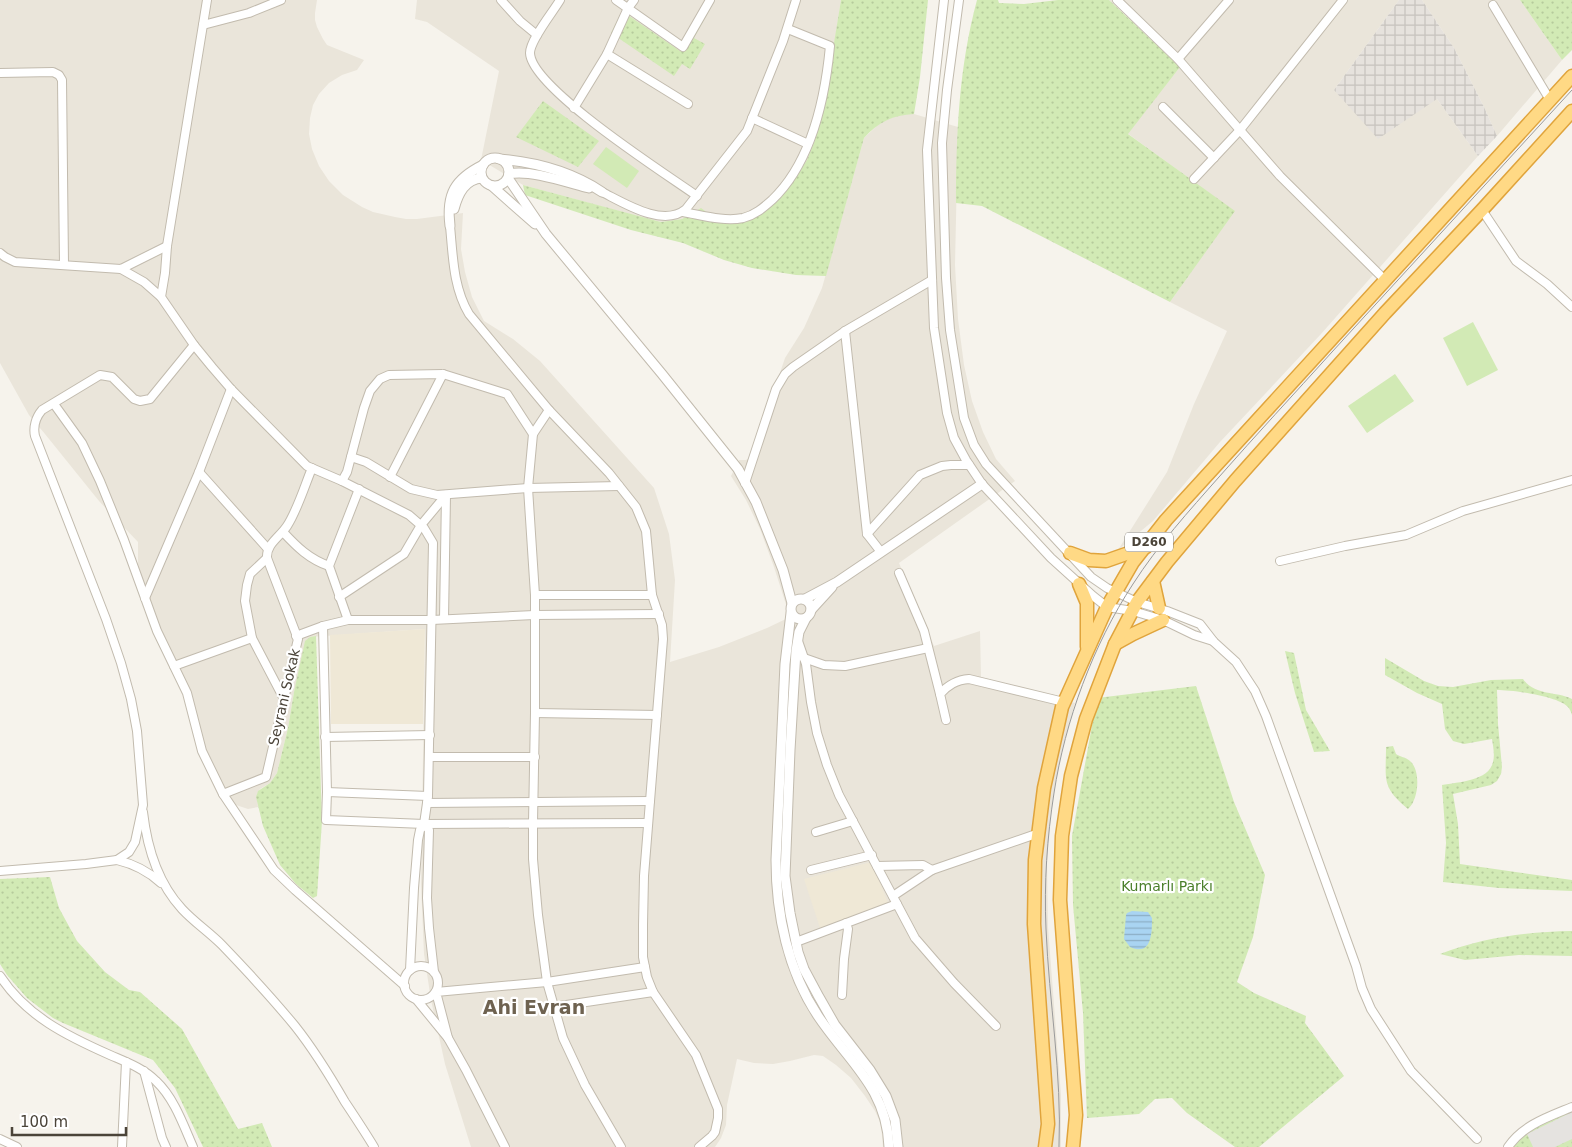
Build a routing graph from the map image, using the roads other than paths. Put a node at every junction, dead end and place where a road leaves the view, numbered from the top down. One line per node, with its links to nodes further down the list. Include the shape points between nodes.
1 (207, 0): 16 (street)
2 (281, 0): 16 (street, via 249,13)
3 (501, 0): 18 (street)
4 (560, 0): 18 (street)
5 (616, 0): 15 (street)
6 (634, 0): 15 (street)
7 (710, 0): 15 (street, via 682,47)
8 (796, 0): 17 (street)
9 (944, 0): 48 (street, via 926,150)
10 (959, 0): 64 (street, via 942,142 950,330 966,426 979,454)
11 (1117, 0): 20 (street)
12 (1229, 0): 20 (street)
13 (1343, 0): 29 (street)
14 (1493, 5): 23 (street)
15 (628, 8): 19 (street)
16 (203, 25): 44 (street)
17 (788, 29): 28 (street); 30 (street, via 830,46 822,99)
18 (537, 35): 26 (street, via 530,49 532,63 559,96)
19 (607, 54): 24 (street); 26 (street)
20 (1178, 59): 29 (street)
21 (0, 73): 46 (street, via 53,72 62,80)
22 (1572, 76): 23 (highway, D260)
23 (1550, 100): 49 (highway, D260)
24 (688, 104)
25 (1163, 107): 31 (street)
26 (574, 108): 39 (street)
27 (1572, 111): 40 (highway, D260)
28 (752, 118): 30 (street); 39 (street, via 747,131)
29 (1240, 130): 31 (street); 49 (street, via 1280,176)
30 (808, 144): 41 (street, via 788,182 757,212 729,219)
31 (1214, 158): 36 (street)
32 (499, 159): 33 (street); 34 (street, via 507,165); 38 (street, via 554,170 582,180)
33 (483, 165): 35 (street); 42 (street, via 459,181 452,193)
34 (508, 176): 37 (street, via 501,185); 38 (street, via 517,172 531,174); 43 (street)
35 (482, 178): 37 (street); 42 (street, via 463,188)
36 (1194, 179)
37 (492, 186): 43 (street)
38 (602, 192): 41 (street, via 647,213 669,216)
39 (697, 196): 41 (street)
40 (1482, 210): 51 (street, via 1516,261); 83 (highway, D260, via 1235,481)
41 (683, 212)
42 (450, 226): 57 (street, via 456,279 465,308)
43 (546, 234): 67 (street, via 738,469)
44 (167, 246): 47 (street); 50 (street)
45 (0, 253): 46 (street, via 15,262)
46 (64, 265): 47 (street)
47 (121, 269): 50 (street)
48 (932, 280): 52 (street); 60 (street, via 934,328 947,413 954,438)
49 (1385, 280): 76 (highway, D260, via 1173,513)
50 (161, 296): 53 (street)
51 (1572, 307)
52 (845, 331): 67 (street, via 781,379); 75 (street)
53 (194, 345): 55 (street); 56 (street, via 150,399 134,399 112,377 105,375 96,377)
54 (443, 374): 58 (street, via 507,394); 59 (street, via 389,375 376,382 366,399); 63 (street)
55 (231, 389): 61 (street); 62 (street)
56 (54, 404): 90 (street, via 82,443 100,481); 129 (street, via 38,416 34,436 121,663 137,731)
57 (549, 410): 58 (street); 69 (street)
58 (533, 434): 70 (street)
59 (351, 457): 63 (street); 66 (street)
60 (969, 465): 68 (street); 75 (street, via 942,466 920,475)
61 (312, 468): 66 (street); 74 (street)
62 (199, 472): 78 (street); 90 (street)
63 (390, 477): 72 (street, via 419,492)
64 (996, 477): 68 (street); 79 (street)
65 (1572, 480): 80 (street, via 1463,511 1406,535)
66 (342, 481): 71 (street)
67 (745, 483): 92 (street, via 770,536)
68 (982, 484): 77 (street); 85 (street)
69 (619, 486): 70 (street); 88 (street, via 636,507 645,528)
70 (528, 488): 72 (street); 87 (street)
71 (359, 489): 73 (street, via 409,515); 81 (street)
72 (446, 495): 73 (street); 101 (street)
73 (421, 525): 89 (street, via 404,554); 103 (street, via 433,543)
74 (283, 532): 78 (street); 81 (street, via 304,553)
75 (867, 534): 77 (street)
76 (1146, 547): 79 (highway, via 1106,561 1089,560); 86 (highway, D260)
77 (881, 552): 84 (street)
78 (268, 553): 105 (street, Seyrani Sokak); 106 (street, via 250,574 246,585 245,602)
79 (1070, 553): 86 (street, via 1091,577)
80 (1280, 561)
81 (329, 566): 89 (street)
82 (899, 573): 110 (street)
83 (1153, 580): 93 (highway, D260); 98 (highway)
84 (837, 582): 91 (street); 95 (street)
85 (1078, 584): 94 (street); 111 (highway, via 1087,603)
86 (1116, 592): 93 (street); 94 (highway, D260)
87 (535, 595): 88 (street); 99 (street)
88 (652, 595): 97 (street)
89 (339, 597): 102 (street)
90 (145, 598): 113 (street)
91 (805, 599): 92 (street); 95 (street)
92 (792, 603): 96 (street)
93 (1135, 606): 94 (street); 98 (street); 98 (street); 109 (highway, D260)
94 (1107, 607): 111 (highway, D260)
95 (811, 610): 100 (street)
96 (791, 613): 100 (street, via 799,619); 147 (street, via 785,664 776,872 784,937)
97 (659, 614): 99 (street); 118 (street, via 663,639)
98 (1161, 614): 108 (street, via 1194,635); 108 (street, via 1200,624); 109 (highway)
99 (534, 615): 101 (street); 117 (street)
100 (806, 618): 107 (street)
101 (444, 619): 103 (street)
102 (348, 620): 103 (street); 104 (street)
103 (432, 620): 120 (street)
104 (322, 626): 105 (street); 121 (street)
105 (296, 636): 115 (street, Seyrani Sokak, via 298,639)
106 (252, 638): 113 (street); 115 (street)
107 (798, 641): 112 (street); 146 (street, via 785,876)
108 (1214, 642): 164 (street, via 1236,662 1261,703 1371,1009 1411,1071)
109 (1115, 644): 177 (highway, D260, via 1086,719 1062,836 1060,900 1076,1114)
110 (928, 648): 112 (street, via 846,666 824,665); 114 (street)
111 (1087, 652): 116 (highway, D260)
112 (804, 658): 130 (street, via 822,749 839,795)
113 (174, 666): 125 (street, via 187,692 202,751)
114 (940, 694): 116 (street, via 952,683 969,679); 119 (street)
115 (284, 699): 125 (street, Seyrani Sokak, via 266,777)
116 (1064, 702): 135 (highway, D260, via 1044,788)
117 (535, 713): 118 (street); 123 (street)
118 (657, 715): 127 (street)
119 (946, 720)
120 (430, 735): 121 (street); 122 (street)
121 (325, 737): 124 (street)
122 (429, 757): 123 (street); 126 (street)
123 (535, 757): 128 (street)
124 (327, 792): 126 (street); 133 (street, via 326,820)
125 (223, 794): 153 (street, via 274,870)
126 (428, 799): 128 (street); 133 (street)
127 (650, 801): 128 (street); 132 (street)
128 (534, 802): 131 (street)
129 (143, 805): 137 (street, via 135,842 129,852); 142 (street, via 149,844)
130 (854, 821): 134 (street); 136 (street)
131 (533, 823): 132 (street); 133 (street); 152 (street, via 535,887)
132 (648, 823): 148 (street, via 643,900)
133 (424, 824): 149 (street, via 418,840); 150 (street, via 429,830 427,898)
134 (816, 832)
135 (1038, 833): 140 (street); 176 (highway, D260, via 1034,924 1048,1124)
136 (872, 855): 138 (street); 139 (street)
137 (117, 860): 141 (street); 142 (street, via 145,871)
138 (878, 866): 140 (street, via 923,865); 143 (street)
139 (811, 870)
140 (932, 870): 143 (street)
141 (0, 871)
142 (164, 886): 170 (street, via 183,910 256,980 296,1027)
143 (893, 896): 144 (street)
144 (897, 904): 145 (street); 159 (street, via 915,938)
145 (846, 923): 146 (street); 156 (street)
146 (796, 942): 147 (street)
147 (797, 961): 174 (street, via 806,995 817,1015 877,1095 884,1112); 175 (street, via 835,1025 886,1096 895,1120)
148 (645, 967): 152 (street); 155 (street)
149 (410, 970): 150 (street, via 425,966); 153 (street, via 404,980)
150 (434, 972): 154 (street, via 438,982)
151 (0, 976): 161 (street, via 19,1000 47,1024)
152 (547, 982): 154 (street); 158 (street)
153 (405, 986): 157 (street)
154 (436, 992): 157 (street, via 427,999); 160 (street)
155 (653, 992): 158 (street); 173 (street, via 696,1055 718,1108 715,1132)
156 (842, 995)
157 (416, 999): 160 (street)
158 (553, 1007): 172 (street, via 572,1060)
159 (996, 1026)
160 (448, 1038): 171 (street)
161 (126, 1062): 162 (street); 167 (street)
162 (144, 1072): 168 (street); 169 (street, via 170,1098)
163 (1572, 1107): 178 (street, via 1527,1128)
164 (1477, 1138)
165 (0, 1139): 166 (street)
166 (17, 1147)
167 (122, 1147)
168 (166, 1147)
169 (193, 1147)
170 (374, 1147)
171 (505, 1147)
172 (621, 1147)
173 (699, 1147)
174 (889, 1147)
175 (898, 1147)
176 (1045, 1147)
177 (1073, 1147)
178 (1508, 1147)

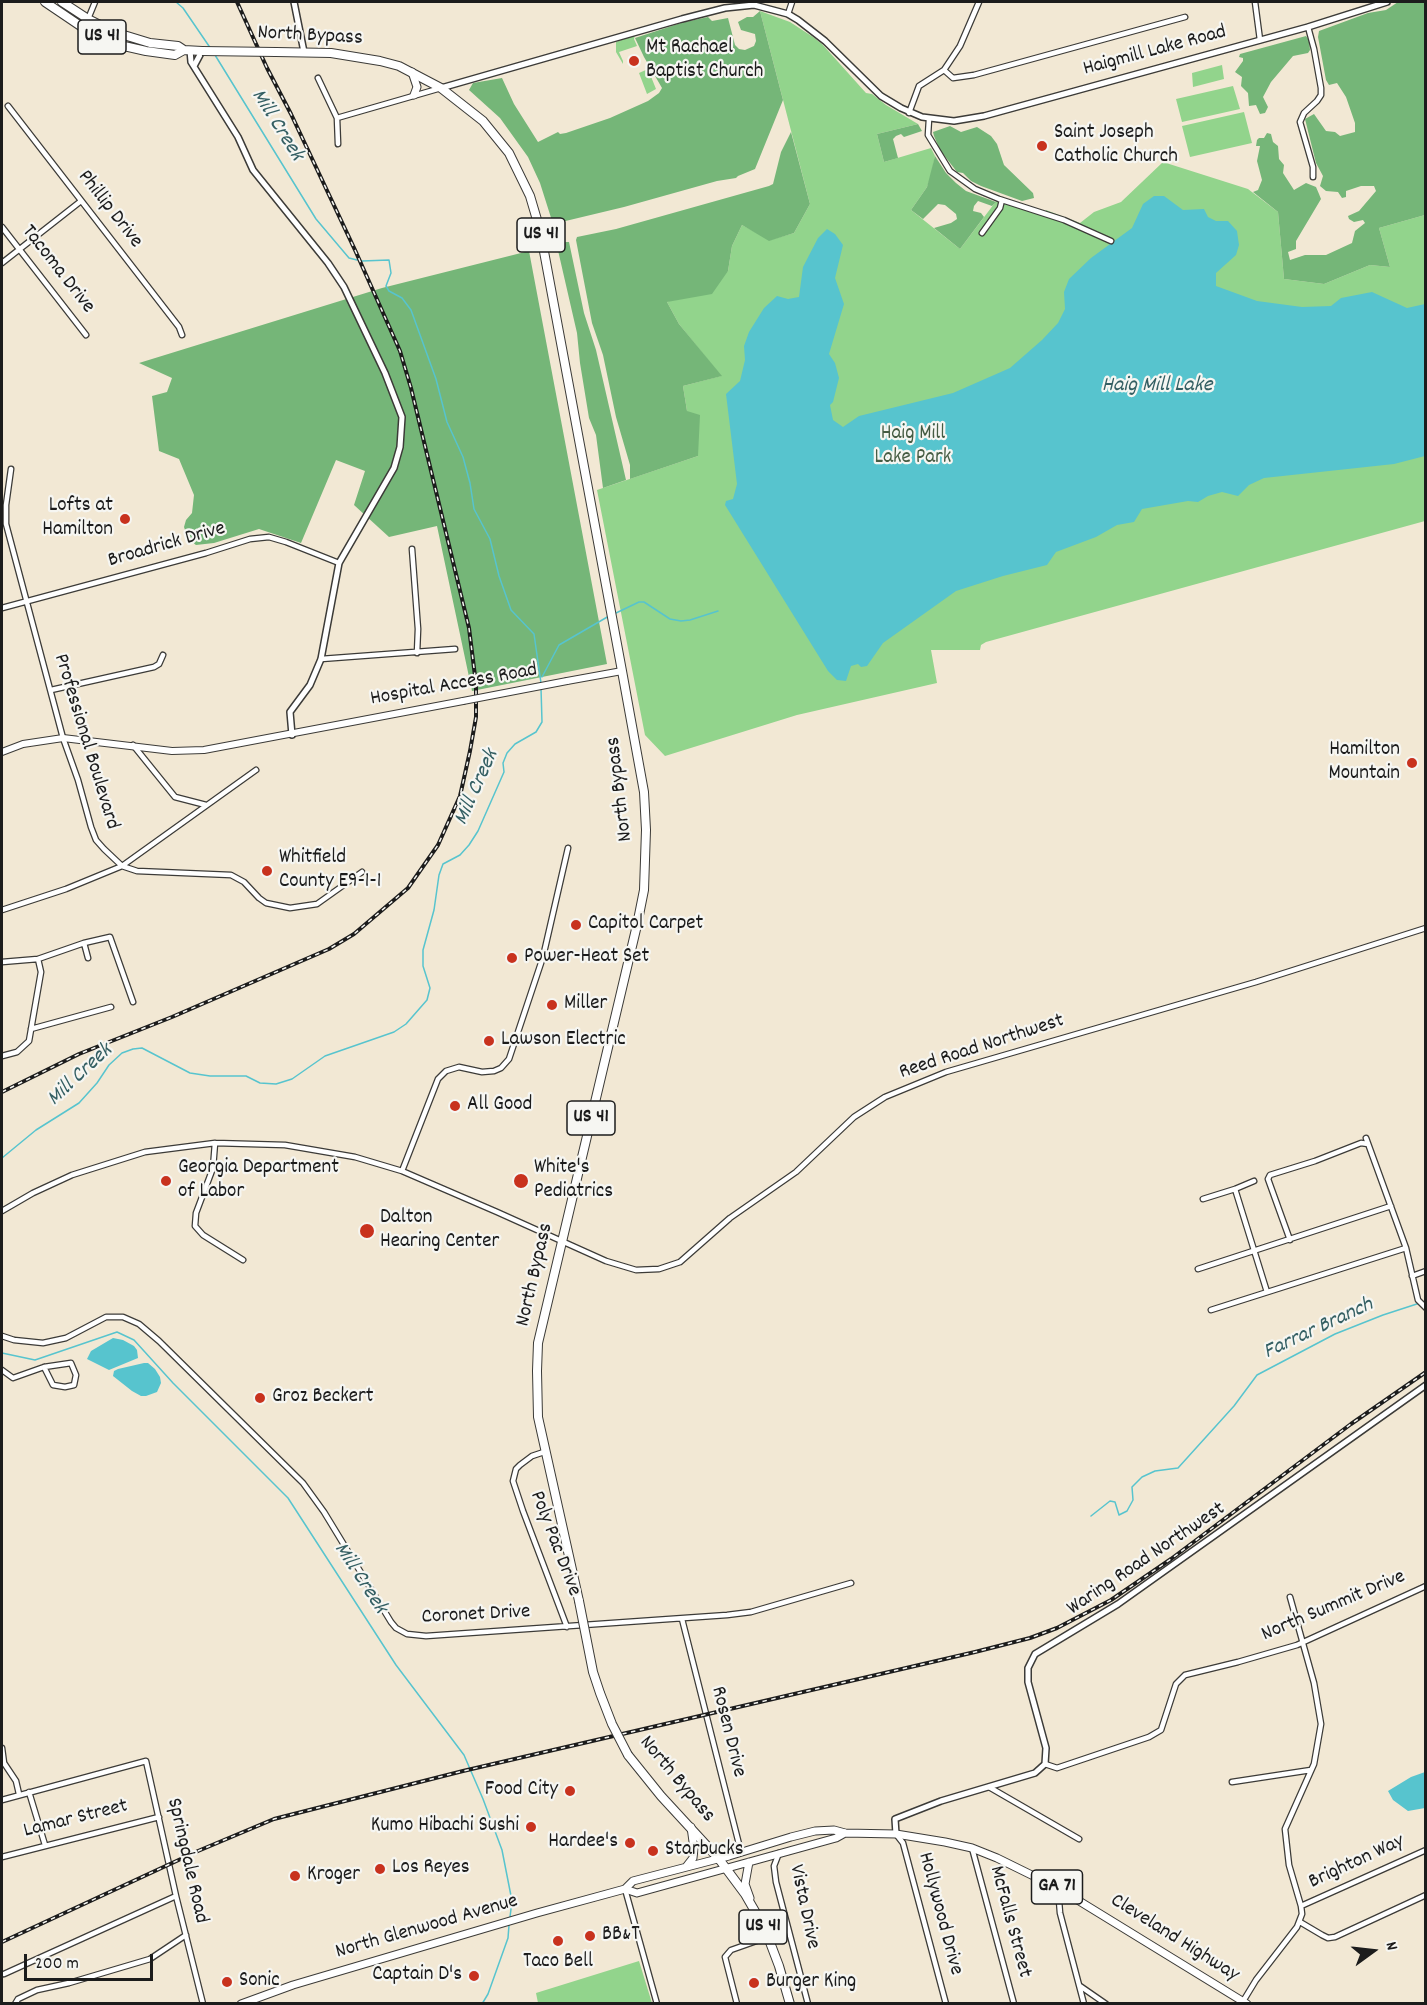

- [Exercise details]: From the listing above, collect every line that mentions the word "Sokak".

- [Answer to this problem]:
78 (268, 553): 105 (street, Seyrani Sokak); 106 (street, via 250,574 246,585 245,602)
105 (296, 636): 115 (street, Seyrani Sokak, via 298,639)
115 (284, 699): 125 (street, Seyrani Sokak, via 266,777)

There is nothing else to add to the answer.